SOMALIA’s president wants thousands of troops trained in Kenya to be deployed to Mogadishu for an upcoming offensive against Islamist militants, but Kenya has declined the request.
The refusal adds yet another complication for a military campaign that has already been delayed several times, officials said.
The fact that Kenya could veto Somali wishes for the deployment of its own troops underscores that the Kenyan government wields power in the neighboring country, which has a weak, UN- backed government.
In a March 21 letter that the Associated Press obtained a copy of, Somali President Sharif Sheik Ahmed asked Kenyan President Mwai Kibaki for Kenya’s support for a plan to transfer control of 2500 Somali troops trained in Kenya to the current defence minister.
That would mean the troops would be moved from the Somali-Kenya border to Mogadishu, large parts of which are controlled by al-Shabab, a militant group linked to al- Qaeda.
Kenya’s president rejected the plan, based on fears that if the troops were sent to Mogadishu, Kenya’s porous frontier with Somalia would be vulnerable to cross-border incursions, said a Somali official who spoke on condition of anonymity .
Some of the troops trained in Kenya were rumoured to be Kenyan nationals of Somali origin.
Kenyan government spokesperson Alfred Mutua declined to comment.
“Kibaki respects Somalia’s president and his government, but when it comes to national security, Kenya’s interest comes first,” said Abdullahi Hassan, a political analyst and lecturer at Nairobi’s Kenyatta University.
It is not known if the issue would cause further delays to an offensive aimed at restoring Somali government control to large parts of the country and hitting a radical movement that has imposed harsh justice, including stonings and amputations.
The offensive has been pushed back repeatedly, in part because of a lack of military resources.
Kenya, which hosts hundreds of thousands of Somali refugees in the northeastern part of the country, mediated a two- year peace process that led to the formation of Somalia’s fragile government.
“The whole training exercise was a Kenyan-led initiative that involved elements within the Somali government. It was part of Kenya’s overall military containment strategy against al-Shabab, and it does not want to lose control of that process despite its support for the Somali government,” said Rashid Abdi of the International Crisis Group.
For more than five months, Kenya has been training the more than 2500 Somali troops. The initial plan was for them to be deployed to the border to eliminate threats posed by al-Shabab, said clan elder Sheik Ali Gure, who helped recruit the troops from three Somali regions near Kenya.

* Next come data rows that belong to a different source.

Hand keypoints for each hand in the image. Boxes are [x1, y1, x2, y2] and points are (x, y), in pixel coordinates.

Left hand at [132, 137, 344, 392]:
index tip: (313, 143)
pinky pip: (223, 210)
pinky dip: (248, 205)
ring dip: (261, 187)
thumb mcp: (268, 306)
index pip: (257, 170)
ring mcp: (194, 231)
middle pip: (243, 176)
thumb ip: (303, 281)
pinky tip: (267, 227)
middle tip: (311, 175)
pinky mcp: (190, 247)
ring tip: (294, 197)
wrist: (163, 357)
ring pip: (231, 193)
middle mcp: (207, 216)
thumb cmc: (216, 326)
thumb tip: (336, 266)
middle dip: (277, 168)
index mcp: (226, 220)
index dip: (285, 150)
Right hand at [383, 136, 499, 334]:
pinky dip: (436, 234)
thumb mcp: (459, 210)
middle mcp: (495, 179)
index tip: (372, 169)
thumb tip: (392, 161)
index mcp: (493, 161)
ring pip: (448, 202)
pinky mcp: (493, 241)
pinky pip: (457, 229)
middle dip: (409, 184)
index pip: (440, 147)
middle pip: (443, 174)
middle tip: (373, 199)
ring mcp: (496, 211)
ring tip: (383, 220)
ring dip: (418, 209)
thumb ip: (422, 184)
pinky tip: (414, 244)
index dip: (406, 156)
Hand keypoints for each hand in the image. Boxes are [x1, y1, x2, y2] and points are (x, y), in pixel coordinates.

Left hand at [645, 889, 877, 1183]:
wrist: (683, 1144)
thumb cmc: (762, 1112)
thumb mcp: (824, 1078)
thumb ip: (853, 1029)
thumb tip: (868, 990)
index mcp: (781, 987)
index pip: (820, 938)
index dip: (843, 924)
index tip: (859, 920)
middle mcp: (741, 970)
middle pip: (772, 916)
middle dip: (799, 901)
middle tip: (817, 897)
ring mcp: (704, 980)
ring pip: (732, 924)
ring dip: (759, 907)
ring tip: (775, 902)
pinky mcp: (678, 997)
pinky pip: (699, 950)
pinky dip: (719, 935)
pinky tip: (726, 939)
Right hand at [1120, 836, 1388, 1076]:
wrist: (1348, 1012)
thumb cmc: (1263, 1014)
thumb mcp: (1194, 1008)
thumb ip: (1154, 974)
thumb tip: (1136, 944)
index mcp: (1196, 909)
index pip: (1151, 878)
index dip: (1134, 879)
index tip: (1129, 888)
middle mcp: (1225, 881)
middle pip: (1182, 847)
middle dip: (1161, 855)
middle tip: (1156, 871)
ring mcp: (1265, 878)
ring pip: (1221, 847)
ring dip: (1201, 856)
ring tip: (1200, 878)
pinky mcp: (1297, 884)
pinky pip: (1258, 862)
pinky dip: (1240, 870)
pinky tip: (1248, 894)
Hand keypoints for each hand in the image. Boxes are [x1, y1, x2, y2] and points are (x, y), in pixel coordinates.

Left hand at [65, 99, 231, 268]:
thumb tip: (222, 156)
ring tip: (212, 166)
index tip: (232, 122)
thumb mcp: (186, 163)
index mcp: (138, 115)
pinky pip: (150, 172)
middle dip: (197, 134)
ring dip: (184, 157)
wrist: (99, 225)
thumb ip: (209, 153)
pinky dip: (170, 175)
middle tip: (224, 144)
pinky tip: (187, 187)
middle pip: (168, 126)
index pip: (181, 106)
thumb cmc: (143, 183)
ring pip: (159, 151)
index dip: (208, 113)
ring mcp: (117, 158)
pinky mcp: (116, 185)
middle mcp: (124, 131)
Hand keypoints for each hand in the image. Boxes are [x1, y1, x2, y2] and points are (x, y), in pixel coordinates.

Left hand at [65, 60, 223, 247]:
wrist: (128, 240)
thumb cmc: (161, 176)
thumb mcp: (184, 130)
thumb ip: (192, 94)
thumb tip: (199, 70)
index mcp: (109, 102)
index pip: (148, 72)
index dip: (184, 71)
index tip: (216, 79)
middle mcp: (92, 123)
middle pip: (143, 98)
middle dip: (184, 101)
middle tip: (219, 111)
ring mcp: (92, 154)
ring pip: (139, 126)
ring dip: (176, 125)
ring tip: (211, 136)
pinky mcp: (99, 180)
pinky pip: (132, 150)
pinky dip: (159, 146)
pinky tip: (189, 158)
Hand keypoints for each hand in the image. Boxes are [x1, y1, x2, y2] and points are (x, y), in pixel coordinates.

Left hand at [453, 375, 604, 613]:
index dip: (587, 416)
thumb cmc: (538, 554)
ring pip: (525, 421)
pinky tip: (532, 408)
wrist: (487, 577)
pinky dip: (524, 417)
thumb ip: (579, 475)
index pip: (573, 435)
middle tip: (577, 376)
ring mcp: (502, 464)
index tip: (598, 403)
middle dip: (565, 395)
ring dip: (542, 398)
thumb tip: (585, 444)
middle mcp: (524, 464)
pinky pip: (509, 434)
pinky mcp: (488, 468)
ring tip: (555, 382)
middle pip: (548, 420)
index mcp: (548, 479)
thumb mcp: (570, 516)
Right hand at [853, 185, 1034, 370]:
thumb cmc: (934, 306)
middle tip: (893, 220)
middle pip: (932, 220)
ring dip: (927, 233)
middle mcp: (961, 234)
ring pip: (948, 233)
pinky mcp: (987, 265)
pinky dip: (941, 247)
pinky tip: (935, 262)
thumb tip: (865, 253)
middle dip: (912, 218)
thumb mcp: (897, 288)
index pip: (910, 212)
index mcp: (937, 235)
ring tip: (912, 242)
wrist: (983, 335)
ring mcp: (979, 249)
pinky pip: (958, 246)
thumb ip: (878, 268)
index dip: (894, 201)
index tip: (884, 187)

Al-Shabab controls large swaths of southern and central Somalia.
A UN Monitoring Group reported last month that the Somali military was dominated by a command structure based on clan loyalties. The dust up between Kenya and Somalia over troop deployment underscores those clan arrangements.
Gure warned that if the Kenyan-trained troops were transferred to Mogadishu, Somali clans along the border – who want the troops to stay in their regions to take on al- Shabab – could withdraw their support for the Somali government.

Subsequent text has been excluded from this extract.